Data records.
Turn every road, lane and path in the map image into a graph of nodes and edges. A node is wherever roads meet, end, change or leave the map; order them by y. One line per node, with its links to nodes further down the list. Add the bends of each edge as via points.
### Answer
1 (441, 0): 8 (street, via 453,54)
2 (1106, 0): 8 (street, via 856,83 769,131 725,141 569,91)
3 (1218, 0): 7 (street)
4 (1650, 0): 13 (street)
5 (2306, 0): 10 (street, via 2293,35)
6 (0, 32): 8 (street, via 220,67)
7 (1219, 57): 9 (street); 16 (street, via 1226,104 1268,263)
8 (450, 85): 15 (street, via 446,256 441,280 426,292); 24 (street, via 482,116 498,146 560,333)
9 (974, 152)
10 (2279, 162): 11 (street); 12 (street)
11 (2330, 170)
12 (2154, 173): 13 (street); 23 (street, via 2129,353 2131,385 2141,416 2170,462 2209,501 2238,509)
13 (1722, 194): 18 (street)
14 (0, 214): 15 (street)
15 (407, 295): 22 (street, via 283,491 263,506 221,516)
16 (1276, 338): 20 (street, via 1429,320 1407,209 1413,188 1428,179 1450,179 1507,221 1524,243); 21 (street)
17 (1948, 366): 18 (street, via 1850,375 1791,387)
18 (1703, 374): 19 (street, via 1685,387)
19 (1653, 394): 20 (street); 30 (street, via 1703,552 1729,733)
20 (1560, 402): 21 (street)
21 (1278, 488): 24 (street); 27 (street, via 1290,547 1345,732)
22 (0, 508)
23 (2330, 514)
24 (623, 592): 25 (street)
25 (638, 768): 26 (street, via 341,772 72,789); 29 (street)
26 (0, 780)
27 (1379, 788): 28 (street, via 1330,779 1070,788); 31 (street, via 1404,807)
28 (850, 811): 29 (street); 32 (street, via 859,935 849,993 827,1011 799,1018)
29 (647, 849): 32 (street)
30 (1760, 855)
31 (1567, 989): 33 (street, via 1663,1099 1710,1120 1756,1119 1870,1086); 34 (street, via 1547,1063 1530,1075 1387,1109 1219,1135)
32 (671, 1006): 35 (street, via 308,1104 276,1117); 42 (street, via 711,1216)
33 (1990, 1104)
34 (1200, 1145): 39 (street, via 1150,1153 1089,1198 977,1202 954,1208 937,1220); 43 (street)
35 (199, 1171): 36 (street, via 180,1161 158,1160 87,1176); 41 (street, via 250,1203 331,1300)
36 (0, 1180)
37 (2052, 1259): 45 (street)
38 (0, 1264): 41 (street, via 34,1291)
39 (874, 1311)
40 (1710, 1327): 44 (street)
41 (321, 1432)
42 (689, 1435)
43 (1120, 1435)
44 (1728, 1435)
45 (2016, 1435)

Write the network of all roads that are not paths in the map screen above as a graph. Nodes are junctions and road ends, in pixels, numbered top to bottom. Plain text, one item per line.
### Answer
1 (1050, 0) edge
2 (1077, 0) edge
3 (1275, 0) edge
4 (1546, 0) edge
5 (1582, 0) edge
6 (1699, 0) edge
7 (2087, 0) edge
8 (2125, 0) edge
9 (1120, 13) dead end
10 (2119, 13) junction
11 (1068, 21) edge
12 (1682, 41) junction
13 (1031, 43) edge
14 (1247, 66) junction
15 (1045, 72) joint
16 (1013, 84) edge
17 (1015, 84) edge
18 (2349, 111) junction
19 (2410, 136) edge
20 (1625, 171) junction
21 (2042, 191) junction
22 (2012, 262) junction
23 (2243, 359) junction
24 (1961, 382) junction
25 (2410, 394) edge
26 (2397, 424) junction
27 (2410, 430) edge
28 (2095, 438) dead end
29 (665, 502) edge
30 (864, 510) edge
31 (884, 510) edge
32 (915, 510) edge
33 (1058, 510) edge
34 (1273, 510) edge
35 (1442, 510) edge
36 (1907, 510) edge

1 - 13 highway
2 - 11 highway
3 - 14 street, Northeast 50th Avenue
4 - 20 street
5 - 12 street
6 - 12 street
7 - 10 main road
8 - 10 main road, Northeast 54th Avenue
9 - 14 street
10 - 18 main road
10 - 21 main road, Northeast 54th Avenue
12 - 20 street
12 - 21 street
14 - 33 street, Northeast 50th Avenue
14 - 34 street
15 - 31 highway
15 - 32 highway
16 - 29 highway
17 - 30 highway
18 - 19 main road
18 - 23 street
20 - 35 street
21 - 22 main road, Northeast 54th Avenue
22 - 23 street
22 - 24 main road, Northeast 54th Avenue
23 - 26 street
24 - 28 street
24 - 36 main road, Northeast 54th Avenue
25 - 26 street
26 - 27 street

What to produce.
From the data, pick out every line that includes "Northeast".

Finished task.
3 - 14 street, Northeast 50th Avenue
8 - 10 main road, Northeast 54th Avenue
10 - 21 main road, Northeast 54th Avenue
14 - 33 street, Northeast 50th Avenue
21 - 22 main road, Northeast 54th Avenue
22 - 24 main road, Northeast 54th Avenue
24 - 36 main road, Northeast 54th Avenue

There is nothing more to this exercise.